# [WHAT THE TASK REQUIRES]
Give back all the entries below. Omit none of them.

[Stored dataset items]
#####

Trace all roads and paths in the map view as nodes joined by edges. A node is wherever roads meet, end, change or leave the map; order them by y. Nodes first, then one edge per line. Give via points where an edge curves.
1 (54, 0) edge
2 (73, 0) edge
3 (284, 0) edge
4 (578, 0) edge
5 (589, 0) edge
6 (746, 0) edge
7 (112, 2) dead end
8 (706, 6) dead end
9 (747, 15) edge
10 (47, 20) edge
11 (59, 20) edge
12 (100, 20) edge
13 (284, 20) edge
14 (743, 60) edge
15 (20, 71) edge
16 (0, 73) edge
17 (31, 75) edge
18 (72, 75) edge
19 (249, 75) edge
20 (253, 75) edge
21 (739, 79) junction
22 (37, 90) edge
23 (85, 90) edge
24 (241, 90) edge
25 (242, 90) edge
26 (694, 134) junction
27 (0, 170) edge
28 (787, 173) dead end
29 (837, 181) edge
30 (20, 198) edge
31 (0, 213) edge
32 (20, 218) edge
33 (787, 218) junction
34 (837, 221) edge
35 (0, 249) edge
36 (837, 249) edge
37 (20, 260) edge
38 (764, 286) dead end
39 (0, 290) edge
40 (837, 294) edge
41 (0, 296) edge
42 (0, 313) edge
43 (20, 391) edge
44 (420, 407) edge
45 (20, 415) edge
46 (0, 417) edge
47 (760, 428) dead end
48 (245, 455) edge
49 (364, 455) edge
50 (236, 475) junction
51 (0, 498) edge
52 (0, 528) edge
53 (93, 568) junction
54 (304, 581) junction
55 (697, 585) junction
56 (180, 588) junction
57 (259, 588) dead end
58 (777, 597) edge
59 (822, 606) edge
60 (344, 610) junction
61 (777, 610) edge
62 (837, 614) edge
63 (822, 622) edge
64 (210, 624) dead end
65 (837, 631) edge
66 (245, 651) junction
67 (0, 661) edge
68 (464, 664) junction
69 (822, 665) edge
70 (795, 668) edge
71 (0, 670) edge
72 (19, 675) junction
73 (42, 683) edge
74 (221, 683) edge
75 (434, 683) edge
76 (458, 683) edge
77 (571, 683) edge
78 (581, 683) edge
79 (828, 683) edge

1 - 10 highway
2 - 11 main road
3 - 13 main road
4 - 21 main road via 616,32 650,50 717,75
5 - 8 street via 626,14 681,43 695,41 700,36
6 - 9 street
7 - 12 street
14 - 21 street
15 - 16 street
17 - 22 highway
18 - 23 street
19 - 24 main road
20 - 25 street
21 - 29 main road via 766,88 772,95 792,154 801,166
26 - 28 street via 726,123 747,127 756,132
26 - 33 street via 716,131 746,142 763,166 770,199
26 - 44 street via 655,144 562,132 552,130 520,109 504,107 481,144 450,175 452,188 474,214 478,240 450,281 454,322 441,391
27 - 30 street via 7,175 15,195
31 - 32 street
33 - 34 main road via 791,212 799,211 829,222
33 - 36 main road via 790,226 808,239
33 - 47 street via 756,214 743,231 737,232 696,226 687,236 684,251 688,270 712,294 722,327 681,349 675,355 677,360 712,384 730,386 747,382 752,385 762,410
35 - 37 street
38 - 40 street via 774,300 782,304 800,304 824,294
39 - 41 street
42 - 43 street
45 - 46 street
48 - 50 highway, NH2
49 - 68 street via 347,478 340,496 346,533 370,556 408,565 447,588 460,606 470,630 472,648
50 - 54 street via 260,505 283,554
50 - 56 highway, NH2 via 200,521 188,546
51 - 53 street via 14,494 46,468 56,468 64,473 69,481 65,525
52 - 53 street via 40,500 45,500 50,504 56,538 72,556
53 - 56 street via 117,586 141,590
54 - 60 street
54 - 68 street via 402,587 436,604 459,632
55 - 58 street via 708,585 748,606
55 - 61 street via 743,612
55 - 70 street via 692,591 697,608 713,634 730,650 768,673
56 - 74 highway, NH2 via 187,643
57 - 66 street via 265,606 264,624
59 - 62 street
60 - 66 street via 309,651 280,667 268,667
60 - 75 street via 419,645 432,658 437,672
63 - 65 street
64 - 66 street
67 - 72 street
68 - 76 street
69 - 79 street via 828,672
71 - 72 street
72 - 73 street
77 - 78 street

#####

# [FINISHED TASK]
Trace all roads and paths in the map view as nodes joined by edges. A node is wherever roads meet, end, change or leave the map; order them by y. Nodes first, then one edge per line. Give via points where an edge curves.
1 (54, 0) edge
2 (73, 0) edge
3 (284, 0) edge
4 (578, 0) edge
5 (589, 0) edge
6 (746, 0) edge
7 (112, 2) dead end
8 (706, 6) dead end
9 (747, 15) edge
10 (47, 20) edge
11 (59, 20) edge
12 (100, 20) edge
13 (284, 20) edge
14 (743, 60) edge
15 (20, 71) edge
16 (0, 73) edge
17 (31, 75) edge
18 (72, 75) edge
19 (249, 75) edge
20 (253, 75) edge
21 (739, 79) junction
22 (37, 90) edge
23 (85, 90) edge
24 (241, 90) edge
25 (242, 90) edge
26 (694, 134) junction
27 (0, 170) edge
28 (787, 173) dead end
29 (837, 181) edge
30 (20, 198) edge
31 (0, 213) edge
32 (20, 218) edge
33 (787, 218) junction
34 (837, 221) edge
35 (0, 249) edge
36 (837, 249) edge
37 (20, 260) edge
38 (764, 286) dead end
39 (0, 290) edge
40 (837, 294) edge
41 (0, 296) edge
42 (0, 313) edge
43 (20, 391) edge
44 (420, 407) edge
45 (20, 415) edge
46 (0, 417) edge
47 (760, 428) dead end
48 (245, 455) edge
49 (364, 455) edge
50 (236, 475) junction
51 (0, 498) edge
52 (0, 528) edge
53 (93, 568) junction
54 (304, 581) junction
55 (697, 585) junction
56 (180, 588) junction
57 (259, 588) dead end
58 (777, 597) edge
59 (822, 606) edge
60 (344, 610) junction
61 (777, 610) edge
62 (837, 614) edge
63 (822, 622) edge
64 (210, 624) dead end
65 (837, 631) edge
66 (245, 651) junction
67 (0, 661) edge
68 (464, 664) junction
69 (822, 665) edge
70 (795, 668) edge
71 (0, 670) edge
72 (19, 675) junction
73 (42, 683) edge
74 (221, 683) edge
75 (434, 683) edge
76 (458, 683) edge
77 (571, 683) edge
78 (581, 683) edge
79 (828, 683) edge

1 - 10 highway
2 - 11 main road
3 - 13 main road
4 - 21 main road via 616,32 650,50 717,75
5 - 8 street via 626,14 681,43 695,41 700,36
6 - 9 street
7 - 12 street
14 - 21 street
15 - 16 street
17 - 22 highway
18 - 23 street
19 - 24 main road
20 - 25 street
21 - 29 main road via 766,88 772,95 792,154 801,166
26 - 28 street via 726,123 747,127 756,132
26 - 33 street via 716,131 746,142 763,166 770,199
26 - 44 street via 655,144 562,132 552,130 520,109 504,107 481,144 450,175 452,188 474,214 478,240 450,281 454,322 441,391
27 - 30 street via 7,175 15,195
31 - 32 street
33 - 34 main road via 791,212 799,211 829,222
33 - 36 main road via 790,226 808,239
33 - 47 street via 756,214 743,231 737,232 696,226 687,236 684,251 688,270 712,294 722,327 681,349 675,355 677,360 712,384 730,386 747,382 752,385 762,410
35 - 37 street
38 - 40 street via 774,300 782,304 800,304 824,294
39 - 41 street
42 - 43 street
45 - 46 street
48 - 50 highway, NH2
49 - 68 street via 347,478 340,496 346,533 370,556 408,565 447,588 460,606 470,630 472,648
50 - 54 street via 260,505 283,554
50 - 56 highway, NH2 via 200,521 188,546
51 - 53 street via 14,494 46,468 56,468 64,473 69,481 65,525
52 - 53 street via 40,500 45,500 50,504 56,538 72,556
53 - 56 street via 117,586 141,590
54 - 60 street
54 - 68 street via 402,587 436,604 459,632
55 - 58 street via 708,585 748,606
55 - 61 street via 743,612
55 - 70 street via 692,591 697,608 713,634 730,650 768,673
56 - 74 highway, NH2 via 187,643
57 - 66 street via 265,606 264,624
59 - 62 street
60 - 66 street via 309,651 280,667 268,667
60 - 75 street via 419,645 432,658 437,672
63 - 65 street
64 - 66 street
67 - 72 street
68 - 76 street
69 - 79 street via 828,672
71 - 72 street
72 - 73 street
77 - 78 street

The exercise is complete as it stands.